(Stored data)

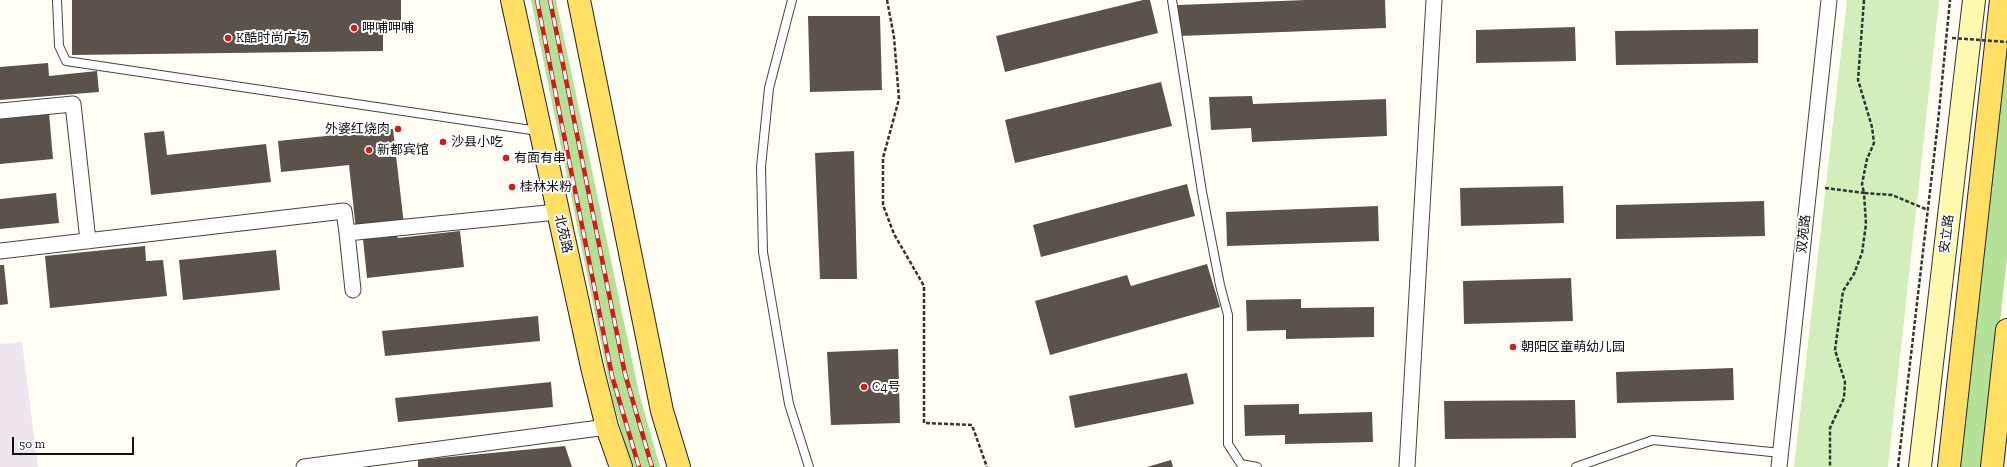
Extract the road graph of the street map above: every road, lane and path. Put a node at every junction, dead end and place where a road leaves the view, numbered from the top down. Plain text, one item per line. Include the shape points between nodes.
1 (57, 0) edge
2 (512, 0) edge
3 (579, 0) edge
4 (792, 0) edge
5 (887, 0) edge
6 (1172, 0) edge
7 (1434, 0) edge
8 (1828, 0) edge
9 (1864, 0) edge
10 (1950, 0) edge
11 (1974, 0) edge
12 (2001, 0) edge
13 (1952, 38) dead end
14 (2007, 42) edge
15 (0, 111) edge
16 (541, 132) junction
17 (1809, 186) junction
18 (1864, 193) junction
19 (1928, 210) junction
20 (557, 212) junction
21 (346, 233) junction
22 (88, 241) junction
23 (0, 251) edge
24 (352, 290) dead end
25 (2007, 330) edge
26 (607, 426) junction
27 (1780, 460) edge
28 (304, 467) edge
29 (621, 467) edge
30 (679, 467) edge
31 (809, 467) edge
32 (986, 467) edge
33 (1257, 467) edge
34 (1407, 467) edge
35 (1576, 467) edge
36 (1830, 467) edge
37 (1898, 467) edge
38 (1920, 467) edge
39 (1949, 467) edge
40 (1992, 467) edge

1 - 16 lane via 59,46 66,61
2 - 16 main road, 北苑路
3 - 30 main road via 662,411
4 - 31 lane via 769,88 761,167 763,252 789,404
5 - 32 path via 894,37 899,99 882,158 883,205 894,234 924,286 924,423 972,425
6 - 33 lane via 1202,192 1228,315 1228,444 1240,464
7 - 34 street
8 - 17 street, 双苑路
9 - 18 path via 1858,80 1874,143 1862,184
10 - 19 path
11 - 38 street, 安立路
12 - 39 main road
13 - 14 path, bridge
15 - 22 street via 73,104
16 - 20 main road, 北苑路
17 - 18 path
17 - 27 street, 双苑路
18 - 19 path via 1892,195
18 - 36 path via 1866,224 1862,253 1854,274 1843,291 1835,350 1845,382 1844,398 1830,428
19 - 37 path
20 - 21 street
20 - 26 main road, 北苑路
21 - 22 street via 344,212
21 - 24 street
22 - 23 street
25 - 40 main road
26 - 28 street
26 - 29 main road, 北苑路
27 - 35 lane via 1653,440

▶ _EXERCISE_:
Copy the records exactly. Skip the pictures.

▶ _WRITTEN RESPONSE_:
Extract the road graph of the street map above: every road, lane and path. Put a node at every junction, dead end and place where a road leaves the view, numbered from the top down. Plain text, one item per line. Include the shape points between nodes.
1 (57, 0) edge
2 (512, 0) edge
3 (579, 0) edge
4 (792, 0) edge
5 (887, 0) edge
6 (1172, 0) edge
7 (1434, 0) edge
8 (1828, 0) edge
9 (1864, 0) edge
10 (1950, 0) edge
11 (1974, 0) edge
12 (2001, 0) edge
13 (1952, 38) dead end
14 (2007, 42) edge
15 (0, 111) edge
16 (541, 132) junction
17 (1809, 186) junction
18 (1864, 193) junction
19 (1928, 210) junction
20 (557, 212) junction
21 (346, 233) junction
22 (88, 241) junction
23 (0, 251) edge
24 (352, 290) dead end
25 (2007, 330) edge
26 (607, 426) junction
27 (1780, 460) edge
28 (304, 467) edge
29 (621, 467) edge
30 (679, 467) edge
31 (809, 467) edge
32 (986, 467) edge
33 (1257, 467) edge
34 (1407, 467) edge
35 (1576, 467) edge
36 (1830, 467) edge
37 (1898, 467) edge
38 (1920, 467) edge
39 (1949, 467) edge
40 (1992, 467) edge

1 - 16 lane via 59,46 66,61
2 - 16 main road, 北苑路
3 - 30 main road via 662,411
4 - 31 lane via 769,88 761,167 763,252 789,404
5 - 32 path via 894,37 899,99 882,158 883,205 894,234 924,286 924,423 972,425
6 - 33 lane via 1202,192 1228,315 1228,444 1240,464
7 - 34 street
8 - 17 street, 双苑路
9 - 18 path via 1858,80 1874,143 1862,184
10 - 19 path
11 - 38 street, 安立路
12 - 39 main road
13 - 14 path, bridge
15 - 22 street via 73,104
16 - 20 main road, 北苑路
17 - 18 path
17 - 27 street, 双苑路
18 - 19 path via 1892,195
18 - 36 path via 1866,224 1862,253 1854,274 1843,291 1835,350 1845,382 1844,398 1830,428
19 - 37 path
20 - 21 street
20 - 26 main road, 北苑路
21 - 22 street via 344,212
21 - 24 street
22 - 23 street
25 - 40 main road
26 - 28 street
26 - 29 main road, 北苑路
27 - 35 lane via 1653,440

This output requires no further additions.